Não achei nada de estranho. E eu próprio, na carta que capeava o Dossier, dirigida à administração do Centro Hospitalar de S. João (CHSJ),  e que era subscrita pelos três directores da Associação Joãozinho, fui particularmente cuidadoso a explicitar o enquadramento jurídico que desde há muito estava concertado para a operação:

"(...) Nos termos da Lei do Mecenato é possível ao CHSJ oferecer contrapartidas em espécie à Associação sem pôr em causa o carácter mecenático da obra (nº 2 do artº 1º do Dec.-Lei nº 74/99, de 16 de Março, tal como interpretado pela Circular 2/2004, de 20 de Janeiro, da DSIRC).

Assim, ao abrigo desta Lei (...) solicitamos a V. Exas que cedam a esta Associação o direito de superfície sobre a parcela de terreno identificada em documentos juntos (Doc. 1 e 2).
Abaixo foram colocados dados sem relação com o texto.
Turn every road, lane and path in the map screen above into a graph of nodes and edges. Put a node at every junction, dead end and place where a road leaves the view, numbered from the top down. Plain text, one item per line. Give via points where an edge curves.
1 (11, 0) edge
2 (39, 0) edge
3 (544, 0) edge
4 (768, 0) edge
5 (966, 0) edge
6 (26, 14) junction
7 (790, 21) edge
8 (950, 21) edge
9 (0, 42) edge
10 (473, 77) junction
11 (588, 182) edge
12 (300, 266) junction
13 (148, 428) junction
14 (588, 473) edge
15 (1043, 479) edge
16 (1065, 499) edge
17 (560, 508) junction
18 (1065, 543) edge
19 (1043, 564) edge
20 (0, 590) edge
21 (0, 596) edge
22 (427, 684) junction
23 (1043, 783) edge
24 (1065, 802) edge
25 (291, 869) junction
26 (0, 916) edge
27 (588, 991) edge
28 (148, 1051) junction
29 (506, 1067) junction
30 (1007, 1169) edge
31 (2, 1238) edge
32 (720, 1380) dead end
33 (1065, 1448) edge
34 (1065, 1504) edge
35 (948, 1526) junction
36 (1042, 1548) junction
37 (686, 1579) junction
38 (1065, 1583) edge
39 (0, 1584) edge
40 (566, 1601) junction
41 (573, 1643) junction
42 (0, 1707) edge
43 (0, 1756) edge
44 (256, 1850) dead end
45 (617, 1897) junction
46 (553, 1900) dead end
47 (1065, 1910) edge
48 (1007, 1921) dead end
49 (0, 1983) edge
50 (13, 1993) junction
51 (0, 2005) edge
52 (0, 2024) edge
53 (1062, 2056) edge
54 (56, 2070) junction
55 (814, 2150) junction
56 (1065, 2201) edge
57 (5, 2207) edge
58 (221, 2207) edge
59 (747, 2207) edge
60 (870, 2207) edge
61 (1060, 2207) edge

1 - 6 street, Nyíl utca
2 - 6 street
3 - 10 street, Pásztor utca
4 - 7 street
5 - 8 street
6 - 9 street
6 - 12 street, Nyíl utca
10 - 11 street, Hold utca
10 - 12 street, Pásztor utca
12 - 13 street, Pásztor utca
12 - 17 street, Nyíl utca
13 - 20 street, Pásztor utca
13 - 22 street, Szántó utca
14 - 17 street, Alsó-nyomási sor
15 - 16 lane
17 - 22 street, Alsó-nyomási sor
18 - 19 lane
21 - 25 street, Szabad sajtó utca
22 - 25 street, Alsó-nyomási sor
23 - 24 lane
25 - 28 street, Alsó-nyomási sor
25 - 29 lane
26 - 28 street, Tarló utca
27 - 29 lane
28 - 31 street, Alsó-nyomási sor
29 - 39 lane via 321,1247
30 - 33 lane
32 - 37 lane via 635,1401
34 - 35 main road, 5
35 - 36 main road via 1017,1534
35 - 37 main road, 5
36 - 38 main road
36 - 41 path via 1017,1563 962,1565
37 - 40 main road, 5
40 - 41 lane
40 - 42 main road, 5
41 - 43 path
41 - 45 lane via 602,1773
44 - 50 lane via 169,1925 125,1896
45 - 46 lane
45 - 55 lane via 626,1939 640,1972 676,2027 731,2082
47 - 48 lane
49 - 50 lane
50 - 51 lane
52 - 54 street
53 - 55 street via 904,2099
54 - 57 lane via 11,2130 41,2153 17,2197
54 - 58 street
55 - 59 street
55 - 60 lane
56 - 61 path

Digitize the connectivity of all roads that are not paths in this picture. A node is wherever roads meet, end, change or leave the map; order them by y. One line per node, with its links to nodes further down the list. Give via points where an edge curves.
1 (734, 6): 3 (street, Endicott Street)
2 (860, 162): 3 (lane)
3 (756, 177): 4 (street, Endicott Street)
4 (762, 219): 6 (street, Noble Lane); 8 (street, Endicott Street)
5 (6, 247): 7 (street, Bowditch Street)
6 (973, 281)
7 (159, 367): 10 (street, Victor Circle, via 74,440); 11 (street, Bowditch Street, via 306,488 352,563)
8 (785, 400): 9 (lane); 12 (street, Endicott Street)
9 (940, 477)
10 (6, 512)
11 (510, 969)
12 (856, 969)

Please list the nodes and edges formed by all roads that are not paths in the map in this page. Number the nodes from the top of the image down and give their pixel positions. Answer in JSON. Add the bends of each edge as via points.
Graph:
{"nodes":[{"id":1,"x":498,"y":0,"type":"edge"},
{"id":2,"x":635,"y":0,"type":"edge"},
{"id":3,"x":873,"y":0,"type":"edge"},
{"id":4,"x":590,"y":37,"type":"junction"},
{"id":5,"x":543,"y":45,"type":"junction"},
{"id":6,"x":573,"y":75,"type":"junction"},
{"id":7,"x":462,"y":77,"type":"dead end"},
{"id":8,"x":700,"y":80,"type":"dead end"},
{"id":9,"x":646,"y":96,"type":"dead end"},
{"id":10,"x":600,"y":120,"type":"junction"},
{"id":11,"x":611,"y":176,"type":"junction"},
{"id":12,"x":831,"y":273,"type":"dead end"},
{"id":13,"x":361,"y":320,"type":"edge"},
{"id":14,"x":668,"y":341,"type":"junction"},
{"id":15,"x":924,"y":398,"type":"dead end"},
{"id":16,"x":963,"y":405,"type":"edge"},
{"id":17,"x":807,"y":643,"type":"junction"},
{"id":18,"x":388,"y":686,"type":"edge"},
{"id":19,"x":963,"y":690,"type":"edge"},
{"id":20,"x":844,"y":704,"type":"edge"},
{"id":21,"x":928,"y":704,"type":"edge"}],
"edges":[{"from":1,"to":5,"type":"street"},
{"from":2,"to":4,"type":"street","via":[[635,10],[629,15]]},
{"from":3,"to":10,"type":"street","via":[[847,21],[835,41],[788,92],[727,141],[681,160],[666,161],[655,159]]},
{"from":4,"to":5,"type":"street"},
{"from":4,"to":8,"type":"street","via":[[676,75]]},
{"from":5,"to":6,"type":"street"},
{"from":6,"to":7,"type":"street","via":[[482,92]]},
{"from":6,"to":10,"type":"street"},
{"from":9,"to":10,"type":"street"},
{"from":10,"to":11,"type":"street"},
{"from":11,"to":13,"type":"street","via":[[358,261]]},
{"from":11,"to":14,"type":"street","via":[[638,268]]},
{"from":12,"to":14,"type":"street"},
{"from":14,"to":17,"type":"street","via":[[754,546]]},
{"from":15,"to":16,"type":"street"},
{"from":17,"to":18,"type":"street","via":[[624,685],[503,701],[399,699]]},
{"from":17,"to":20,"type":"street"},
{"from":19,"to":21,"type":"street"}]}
A cedência está configurada em moldes semelhantes, e por prazo igual, àqueles que o CHSJ utilizou para a Fundação Ronald McDonald. (...)".

Acrescentei ainda  que, com esta cedência, o Estado português seria também mecenas do Joãozinho, com uma contribuição em espécie. Assim, ninguém ficaria excluído. Neste Projecto, os mecenas seriam a sociedade civil e também o Estado.

Obra mais bonita eu não conseguia imaginar para ser oferecida às crianças internadas no Hospital de S. João.